(Dataset entries)
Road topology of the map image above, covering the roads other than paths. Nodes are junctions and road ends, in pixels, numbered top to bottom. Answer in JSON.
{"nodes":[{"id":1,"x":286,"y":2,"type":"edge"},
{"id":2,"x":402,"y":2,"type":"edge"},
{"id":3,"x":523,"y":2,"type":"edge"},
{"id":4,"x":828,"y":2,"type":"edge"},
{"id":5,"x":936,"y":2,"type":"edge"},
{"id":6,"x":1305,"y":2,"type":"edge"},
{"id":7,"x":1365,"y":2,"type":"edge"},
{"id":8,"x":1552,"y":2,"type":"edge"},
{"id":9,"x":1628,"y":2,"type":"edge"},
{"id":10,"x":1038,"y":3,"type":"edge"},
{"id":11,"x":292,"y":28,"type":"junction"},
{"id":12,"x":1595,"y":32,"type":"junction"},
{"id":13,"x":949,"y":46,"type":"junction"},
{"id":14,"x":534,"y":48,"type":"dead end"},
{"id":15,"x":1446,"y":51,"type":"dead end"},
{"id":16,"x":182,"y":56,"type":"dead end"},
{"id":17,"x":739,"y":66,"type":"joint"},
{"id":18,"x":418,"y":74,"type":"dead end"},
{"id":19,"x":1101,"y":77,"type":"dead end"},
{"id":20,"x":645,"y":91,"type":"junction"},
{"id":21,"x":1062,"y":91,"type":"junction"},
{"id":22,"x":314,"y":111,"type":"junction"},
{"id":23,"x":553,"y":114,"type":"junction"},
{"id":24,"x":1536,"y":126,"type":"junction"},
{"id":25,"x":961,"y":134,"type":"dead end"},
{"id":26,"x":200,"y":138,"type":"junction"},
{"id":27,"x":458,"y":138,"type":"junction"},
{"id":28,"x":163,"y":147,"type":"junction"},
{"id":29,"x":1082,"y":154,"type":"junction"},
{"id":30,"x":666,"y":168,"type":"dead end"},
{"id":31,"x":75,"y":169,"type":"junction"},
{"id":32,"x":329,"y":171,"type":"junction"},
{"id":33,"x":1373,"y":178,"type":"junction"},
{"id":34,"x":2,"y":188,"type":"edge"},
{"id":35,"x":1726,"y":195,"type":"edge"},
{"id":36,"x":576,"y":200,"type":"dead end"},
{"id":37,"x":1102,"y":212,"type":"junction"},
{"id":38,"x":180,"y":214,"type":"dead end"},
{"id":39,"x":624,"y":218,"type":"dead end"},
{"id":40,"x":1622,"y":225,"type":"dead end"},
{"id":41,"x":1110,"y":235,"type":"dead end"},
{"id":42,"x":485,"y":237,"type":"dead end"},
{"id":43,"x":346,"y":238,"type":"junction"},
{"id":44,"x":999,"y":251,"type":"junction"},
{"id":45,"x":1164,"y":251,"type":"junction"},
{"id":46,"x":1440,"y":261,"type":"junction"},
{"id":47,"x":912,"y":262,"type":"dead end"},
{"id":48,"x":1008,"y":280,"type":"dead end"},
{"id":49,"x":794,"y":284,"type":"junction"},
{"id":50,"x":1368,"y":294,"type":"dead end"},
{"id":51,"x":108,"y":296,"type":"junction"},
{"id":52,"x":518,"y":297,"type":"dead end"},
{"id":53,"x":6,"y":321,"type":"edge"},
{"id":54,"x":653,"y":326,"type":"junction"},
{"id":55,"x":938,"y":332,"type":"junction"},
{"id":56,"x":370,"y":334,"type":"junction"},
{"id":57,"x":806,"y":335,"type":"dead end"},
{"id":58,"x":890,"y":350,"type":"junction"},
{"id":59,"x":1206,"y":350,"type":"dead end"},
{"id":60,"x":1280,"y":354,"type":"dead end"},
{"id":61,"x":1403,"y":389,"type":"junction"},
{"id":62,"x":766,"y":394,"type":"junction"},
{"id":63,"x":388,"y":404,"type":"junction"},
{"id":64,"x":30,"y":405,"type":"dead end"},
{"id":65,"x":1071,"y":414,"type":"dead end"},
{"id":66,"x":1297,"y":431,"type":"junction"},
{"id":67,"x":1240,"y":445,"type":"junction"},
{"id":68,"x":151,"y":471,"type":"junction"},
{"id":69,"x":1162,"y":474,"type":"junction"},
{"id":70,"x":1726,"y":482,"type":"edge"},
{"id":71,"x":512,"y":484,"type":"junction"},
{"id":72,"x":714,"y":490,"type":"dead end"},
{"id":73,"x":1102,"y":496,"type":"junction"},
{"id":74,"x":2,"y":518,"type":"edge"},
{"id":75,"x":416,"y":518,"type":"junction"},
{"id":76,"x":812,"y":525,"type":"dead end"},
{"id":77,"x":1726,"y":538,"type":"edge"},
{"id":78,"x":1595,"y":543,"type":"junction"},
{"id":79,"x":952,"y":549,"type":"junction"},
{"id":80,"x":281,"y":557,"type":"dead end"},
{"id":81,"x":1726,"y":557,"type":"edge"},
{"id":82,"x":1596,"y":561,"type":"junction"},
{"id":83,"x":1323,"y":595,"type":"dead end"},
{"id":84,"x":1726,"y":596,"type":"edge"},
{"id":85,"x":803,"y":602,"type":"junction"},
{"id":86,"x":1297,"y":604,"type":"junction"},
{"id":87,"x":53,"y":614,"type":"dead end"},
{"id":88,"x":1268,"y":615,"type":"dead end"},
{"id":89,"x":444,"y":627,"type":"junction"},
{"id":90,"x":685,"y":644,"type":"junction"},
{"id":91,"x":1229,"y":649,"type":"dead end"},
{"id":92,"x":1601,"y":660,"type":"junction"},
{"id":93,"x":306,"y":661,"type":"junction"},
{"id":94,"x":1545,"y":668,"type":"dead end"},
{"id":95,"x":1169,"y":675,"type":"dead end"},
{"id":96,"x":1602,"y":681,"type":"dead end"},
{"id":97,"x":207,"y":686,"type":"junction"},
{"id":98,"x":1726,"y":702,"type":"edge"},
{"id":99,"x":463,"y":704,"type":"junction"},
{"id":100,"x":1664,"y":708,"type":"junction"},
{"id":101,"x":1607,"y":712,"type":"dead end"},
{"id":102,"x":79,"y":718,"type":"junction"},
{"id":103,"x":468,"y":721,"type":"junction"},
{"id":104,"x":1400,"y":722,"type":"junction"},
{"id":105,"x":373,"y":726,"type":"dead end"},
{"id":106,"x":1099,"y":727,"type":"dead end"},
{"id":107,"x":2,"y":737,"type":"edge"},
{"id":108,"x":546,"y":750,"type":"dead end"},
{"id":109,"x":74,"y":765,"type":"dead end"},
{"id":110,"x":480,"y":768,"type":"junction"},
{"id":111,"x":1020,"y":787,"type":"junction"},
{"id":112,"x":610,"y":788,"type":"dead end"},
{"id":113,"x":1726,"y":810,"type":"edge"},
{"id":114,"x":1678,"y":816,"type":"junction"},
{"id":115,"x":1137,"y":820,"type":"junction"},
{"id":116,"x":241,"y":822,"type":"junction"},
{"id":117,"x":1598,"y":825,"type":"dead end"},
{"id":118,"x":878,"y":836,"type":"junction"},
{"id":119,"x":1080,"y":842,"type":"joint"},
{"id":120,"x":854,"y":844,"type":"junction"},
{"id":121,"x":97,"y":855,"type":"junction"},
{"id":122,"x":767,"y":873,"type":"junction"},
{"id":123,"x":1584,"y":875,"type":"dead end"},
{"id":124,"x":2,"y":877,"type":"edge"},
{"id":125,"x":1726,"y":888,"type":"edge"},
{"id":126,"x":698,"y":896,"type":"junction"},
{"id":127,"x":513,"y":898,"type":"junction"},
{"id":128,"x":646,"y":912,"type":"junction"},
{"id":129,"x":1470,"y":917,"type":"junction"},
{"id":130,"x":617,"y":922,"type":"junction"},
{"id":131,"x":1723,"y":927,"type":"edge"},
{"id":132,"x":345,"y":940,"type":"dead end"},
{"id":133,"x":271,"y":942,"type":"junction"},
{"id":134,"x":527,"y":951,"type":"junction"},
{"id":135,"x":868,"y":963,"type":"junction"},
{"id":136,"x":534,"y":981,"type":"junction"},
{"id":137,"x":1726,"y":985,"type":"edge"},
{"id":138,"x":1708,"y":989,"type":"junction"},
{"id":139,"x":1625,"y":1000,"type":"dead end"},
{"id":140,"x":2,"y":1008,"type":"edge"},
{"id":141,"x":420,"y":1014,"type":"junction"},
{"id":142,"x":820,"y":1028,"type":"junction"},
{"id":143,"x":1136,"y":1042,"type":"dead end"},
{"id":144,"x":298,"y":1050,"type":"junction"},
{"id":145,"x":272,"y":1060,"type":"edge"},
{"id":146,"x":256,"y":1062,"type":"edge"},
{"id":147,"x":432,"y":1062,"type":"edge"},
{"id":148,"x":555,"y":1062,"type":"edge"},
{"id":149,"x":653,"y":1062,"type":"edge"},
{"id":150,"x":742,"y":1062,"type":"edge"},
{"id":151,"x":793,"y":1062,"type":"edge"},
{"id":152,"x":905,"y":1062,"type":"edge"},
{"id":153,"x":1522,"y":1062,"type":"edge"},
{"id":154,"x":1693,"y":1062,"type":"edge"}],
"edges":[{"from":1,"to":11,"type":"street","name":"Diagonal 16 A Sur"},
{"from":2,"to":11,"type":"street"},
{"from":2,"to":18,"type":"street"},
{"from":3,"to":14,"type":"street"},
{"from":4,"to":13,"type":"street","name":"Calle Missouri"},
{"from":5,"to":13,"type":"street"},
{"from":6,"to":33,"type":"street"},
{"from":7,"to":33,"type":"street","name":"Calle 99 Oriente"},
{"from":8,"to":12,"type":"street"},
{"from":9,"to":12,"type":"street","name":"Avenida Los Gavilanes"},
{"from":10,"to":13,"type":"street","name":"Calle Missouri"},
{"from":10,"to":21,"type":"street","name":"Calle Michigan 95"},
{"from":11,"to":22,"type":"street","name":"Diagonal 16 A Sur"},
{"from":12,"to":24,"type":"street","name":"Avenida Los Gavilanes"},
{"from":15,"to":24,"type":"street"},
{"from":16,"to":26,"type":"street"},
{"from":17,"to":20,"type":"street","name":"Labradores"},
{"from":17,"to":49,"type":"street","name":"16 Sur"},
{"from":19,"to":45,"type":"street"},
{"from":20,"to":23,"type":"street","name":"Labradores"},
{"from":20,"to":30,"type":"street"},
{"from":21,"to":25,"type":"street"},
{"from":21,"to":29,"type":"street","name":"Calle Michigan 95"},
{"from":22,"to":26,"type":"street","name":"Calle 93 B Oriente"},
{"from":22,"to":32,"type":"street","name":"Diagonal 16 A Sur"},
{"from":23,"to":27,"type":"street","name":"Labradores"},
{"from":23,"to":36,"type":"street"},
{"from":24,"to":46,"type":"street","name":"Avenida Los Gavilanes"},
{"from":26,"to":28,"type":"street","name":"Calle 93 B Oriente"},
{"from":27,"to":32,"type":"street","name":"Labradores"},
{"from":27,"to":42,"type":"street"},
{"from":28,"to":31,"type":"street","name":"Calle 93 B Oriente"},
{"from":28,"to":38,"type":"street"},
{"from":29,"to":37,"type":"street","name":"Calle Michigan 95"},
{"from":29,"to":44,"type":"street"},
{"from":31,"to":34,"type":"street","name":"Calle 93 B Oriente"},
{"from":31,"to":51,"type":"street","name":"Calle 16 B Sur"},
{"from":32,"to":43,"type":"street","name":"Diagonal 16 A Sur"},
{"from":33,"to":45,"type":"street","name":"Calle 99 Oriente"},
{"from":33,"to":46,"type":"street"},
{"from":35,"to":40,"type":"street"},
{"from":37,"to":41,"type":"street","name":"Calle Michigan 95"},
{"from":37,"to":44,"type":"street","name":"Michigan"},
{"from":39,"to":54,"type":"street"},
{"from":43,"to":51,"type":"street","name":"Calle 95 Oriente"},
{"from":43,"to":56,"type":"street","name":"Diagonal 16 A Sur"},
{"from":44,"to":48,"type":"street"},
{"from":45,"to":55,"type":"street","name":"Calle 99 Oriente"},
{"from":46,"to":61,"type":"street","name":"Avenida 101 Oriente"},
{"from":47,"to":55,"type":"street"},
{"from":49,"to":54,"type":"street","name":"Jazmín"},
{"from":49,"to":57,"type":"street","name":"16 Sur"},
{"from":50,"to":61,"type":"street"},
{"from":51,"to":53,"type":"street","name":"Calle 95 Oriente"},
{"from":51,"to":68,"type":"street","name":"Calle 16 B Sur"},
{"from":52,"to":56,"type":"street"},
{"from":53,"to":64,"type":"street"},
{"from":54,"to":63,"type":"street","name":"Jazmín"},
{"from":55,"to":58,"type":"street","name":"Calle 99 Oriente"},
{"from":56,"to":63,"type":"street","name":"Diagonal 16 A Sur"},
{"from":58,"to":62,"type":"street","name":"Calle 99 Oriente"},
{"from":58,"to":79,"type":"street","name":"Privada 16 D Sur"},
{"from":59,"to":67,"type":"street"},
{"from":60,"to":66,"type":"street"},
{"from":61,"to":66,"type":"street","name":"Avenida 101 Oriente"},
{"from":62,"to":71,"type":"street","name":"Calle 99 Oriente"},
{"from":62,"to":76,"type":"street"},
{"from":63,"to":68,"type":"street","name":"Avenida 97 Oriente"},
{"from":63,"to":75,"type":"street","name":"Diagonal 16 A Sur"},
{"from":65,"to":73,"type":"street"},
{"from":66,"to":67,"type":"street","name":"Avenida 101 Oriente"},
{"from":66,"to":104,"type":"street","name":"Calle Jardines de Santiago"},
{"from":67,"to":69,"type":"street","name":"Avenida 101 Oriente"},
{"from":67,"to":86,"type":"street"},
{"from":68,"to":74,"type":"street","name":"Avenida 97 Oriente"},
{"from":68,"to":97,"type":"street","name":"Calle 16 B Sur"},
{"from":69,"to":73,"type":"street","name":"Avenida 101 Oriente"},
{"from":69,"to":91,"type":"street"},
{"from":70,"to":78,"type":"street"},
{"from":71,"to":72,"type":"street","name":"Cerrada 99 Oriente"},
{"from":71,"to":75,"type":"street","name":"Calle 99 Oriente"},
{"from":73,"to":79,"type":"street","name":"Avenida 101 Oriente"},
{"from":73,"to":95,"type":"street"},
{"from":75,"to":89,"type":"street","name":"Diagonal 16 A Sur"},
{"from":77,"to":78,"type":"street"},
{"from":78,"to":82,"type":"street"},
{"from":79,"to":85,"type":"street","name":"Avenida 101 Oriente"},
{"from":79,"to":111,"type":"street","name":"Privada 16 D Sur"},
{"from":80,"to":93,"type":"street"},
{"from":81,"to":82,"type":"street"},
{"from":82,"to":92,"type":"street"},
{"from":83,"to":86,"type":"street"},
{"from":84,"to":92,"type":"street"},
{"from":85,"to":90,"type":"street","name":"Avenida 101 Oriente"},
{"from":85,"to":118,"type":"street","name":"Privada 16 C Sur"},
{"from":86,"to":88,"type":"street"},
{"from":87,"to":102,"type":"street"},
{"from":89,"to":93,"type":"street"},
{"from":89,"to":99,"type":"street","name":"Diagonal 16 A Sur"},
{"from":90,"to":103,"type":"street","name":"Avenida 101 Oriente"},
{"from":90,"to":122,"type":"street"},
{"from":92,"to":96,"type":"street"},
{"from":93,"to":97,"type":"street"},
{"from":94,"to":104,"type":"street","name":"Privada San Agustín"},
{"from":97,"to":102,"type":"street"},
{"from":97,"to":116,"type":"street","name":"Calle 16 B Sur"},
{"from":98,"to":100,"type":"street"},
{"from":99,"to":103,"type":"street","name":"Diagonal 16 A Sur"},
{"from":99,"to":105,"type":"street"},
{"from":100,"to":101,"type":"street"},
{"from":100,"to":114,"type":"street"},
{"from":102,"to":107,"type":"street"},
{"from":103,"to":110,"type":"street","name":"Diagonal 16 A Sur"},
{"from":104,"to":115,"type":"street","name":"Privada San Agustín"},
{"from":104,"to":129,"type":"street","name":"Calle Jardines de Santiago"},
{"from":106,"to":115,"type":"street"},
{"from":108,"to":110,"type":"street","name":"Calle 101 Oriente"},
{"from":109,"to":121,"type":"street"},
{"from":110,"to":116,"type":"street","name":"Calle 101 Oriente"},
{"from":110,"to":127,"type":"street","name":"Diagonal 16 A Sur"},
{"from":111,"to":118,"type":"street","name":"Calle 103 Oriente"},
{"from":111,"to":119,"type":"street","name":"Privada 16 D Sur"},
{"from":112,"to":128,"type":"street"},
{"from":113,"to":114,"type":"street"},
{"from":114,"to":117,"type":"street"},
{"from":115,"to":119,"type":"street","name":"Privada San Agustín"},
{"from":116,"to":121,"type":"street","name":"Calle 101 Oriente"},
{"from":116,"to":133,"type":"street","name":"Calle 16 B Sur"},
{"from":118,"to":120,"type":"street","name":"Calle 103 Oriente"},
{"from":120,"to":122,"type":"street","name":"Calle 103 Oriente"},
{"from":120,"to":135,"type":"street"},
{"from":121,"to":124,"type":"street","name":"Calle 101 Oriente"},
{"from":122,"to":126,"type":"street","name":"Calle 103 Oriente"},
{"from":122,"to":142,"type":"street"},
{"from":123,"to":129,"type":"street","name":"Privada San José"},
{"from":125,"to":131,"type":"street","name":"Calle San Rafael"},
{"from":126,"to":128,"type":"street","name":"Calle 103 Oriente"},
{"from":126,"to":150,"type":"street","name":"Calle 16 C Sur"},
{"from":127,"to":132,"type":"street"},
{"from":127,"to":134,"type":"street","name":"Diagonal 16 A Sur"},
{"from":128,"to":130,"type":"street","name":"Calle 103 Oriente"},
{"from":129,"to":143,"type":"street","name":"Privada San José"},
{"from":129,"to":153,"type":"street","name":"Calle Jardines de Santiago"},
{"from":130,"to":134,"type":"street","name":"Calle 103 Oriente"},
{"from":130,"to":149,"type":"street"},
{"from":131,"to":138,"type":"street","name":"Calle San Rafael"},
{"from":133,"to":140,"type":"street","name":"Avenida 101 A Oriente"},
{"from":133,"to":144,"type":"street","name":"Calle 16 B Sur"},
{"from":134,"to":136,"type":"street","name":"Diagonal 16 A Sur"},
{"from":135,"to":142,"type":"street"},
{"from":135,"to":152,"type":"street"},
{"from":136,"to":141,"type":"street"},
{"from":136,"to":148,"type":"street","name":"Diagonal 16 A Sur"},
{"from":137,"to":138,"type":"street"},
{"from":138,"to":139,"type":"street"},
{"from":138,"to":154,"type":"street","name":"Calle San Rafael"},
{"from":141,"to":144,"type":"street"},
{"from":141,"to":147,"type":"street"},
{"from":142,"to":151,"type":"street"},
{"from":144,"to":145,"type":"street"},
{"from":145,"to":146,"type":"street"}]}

Aim of the task ::
A single number is required: the count of lines in the entries that include the word "Labradores".

Exercise output ::
4